Source data below:
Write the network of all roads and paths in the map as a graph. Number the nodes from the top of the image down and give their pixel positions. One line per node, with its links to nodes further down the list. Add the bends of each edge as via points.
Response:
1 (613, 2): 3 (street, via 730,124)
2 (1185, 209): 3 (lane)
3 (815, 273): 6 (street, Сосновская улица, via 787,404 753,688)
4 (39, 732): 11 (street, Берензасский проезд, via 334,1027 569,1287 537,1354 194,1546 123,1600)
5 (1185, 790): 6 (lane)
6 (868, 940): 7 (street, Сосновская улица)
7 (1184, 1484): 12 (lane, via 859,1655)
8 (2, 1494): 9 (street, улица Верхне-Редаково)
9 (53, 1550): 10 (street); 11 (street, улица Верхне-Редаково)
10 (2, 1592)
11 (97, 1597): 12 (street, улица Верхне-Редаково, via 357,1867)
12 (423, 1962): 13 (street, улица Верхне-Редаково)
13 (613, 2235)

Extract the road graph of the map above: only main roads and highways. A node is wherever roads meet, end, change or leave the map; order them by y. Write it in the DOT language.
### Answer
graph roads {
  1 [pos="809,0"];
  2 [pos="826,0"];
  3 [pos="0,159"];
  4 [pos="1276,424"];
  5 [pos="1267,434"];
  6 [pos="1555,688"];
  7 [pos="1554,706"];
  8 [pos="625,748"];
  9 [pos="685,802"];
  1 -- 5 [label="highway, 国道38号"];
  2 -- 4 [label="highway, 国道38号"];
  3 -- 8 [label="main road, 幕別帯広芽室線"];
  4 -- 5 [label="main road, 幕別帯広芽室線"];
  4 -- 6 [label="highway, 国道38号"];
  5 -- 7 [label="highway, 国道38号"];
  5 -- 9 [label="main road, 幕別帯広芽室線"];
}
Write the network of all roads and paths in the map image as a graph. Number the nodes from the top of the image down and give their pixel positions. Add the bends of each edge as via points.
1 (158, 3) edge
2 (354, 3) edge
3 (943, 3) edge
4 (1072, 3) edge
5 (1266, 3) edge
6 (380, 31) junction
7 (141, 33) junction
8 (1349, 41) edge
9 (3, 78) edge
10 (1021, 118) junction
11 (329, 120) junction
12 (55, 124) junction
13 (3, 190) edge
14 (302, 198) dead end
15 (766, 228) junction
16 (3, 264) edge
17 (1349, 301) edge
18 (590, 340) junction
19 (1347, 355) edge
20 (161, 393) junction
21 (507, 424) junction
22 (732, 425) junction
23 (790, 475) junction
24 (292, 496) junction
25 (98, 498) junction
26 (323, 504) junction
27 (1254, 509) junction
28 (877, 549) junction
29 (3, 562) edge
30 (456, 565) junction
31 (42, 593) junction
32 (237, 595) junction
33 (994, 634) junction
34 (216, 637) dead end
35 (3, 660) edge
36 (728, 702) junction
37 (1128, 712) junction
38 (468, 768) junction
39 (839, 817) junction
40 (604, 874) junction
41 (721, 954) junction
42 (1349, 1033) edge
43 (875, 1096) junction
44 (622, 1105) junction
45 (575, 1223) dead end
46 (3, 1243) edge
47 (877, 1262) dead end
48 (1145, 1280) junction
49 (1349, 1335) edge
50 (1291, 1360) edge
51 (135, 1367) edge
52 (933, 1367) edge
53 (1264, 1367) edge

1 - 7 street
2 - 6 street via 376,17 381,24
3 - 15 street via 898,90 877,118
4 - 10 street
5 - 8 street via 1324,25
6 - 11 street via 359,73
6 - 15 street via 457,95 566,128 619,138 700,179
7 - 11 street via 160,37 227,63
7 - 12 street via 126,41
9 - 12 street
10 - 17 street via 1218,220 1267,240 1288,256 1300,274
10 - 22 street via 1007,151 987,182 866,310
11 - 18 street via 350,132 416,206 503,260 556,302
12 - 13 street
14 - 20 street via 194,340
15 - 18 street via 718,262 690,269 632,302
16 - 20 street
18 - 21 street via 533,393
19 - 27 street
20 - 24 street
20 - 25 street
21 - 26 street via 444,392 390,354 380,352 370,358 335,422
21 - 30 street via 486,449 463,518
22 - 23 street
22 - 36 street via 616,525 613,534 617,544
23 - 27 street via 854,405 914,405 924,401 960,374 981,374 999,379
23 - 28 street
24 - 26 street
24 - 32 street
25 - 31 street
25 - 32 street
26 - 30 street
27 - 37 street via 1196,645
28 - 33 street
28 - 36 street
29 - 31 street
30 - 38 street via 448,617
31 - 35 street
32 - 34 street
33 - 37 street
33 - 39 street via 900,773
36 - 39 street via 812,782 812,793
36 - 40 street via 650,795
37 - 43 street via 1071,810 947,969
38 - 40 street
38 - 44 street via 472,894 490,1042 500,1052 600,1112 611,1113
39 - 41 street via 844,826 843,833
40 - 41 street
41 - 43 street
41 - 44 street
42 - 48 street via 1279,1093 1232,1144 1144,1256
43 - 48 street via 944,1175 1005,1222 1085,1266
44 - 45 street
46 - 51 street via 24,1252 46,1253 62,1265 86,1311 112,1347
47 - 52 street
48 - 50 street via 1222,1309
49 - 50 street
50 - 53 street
End of Source data.
Work instruction:
Present each line from the listing that holds the string "Верхне".

Solution:
8 (2, 1494): 9 (street, улица Верхне-Редаково)
9 (53, 1550): 10 (street); 11 (street, улица Верхне-Редаково)
11 (97, 1597): 12 (street, улица Верхне-Редаково, via 357,1867)
12 (423, 1962): 13 (street, улица Верхне-Редаково)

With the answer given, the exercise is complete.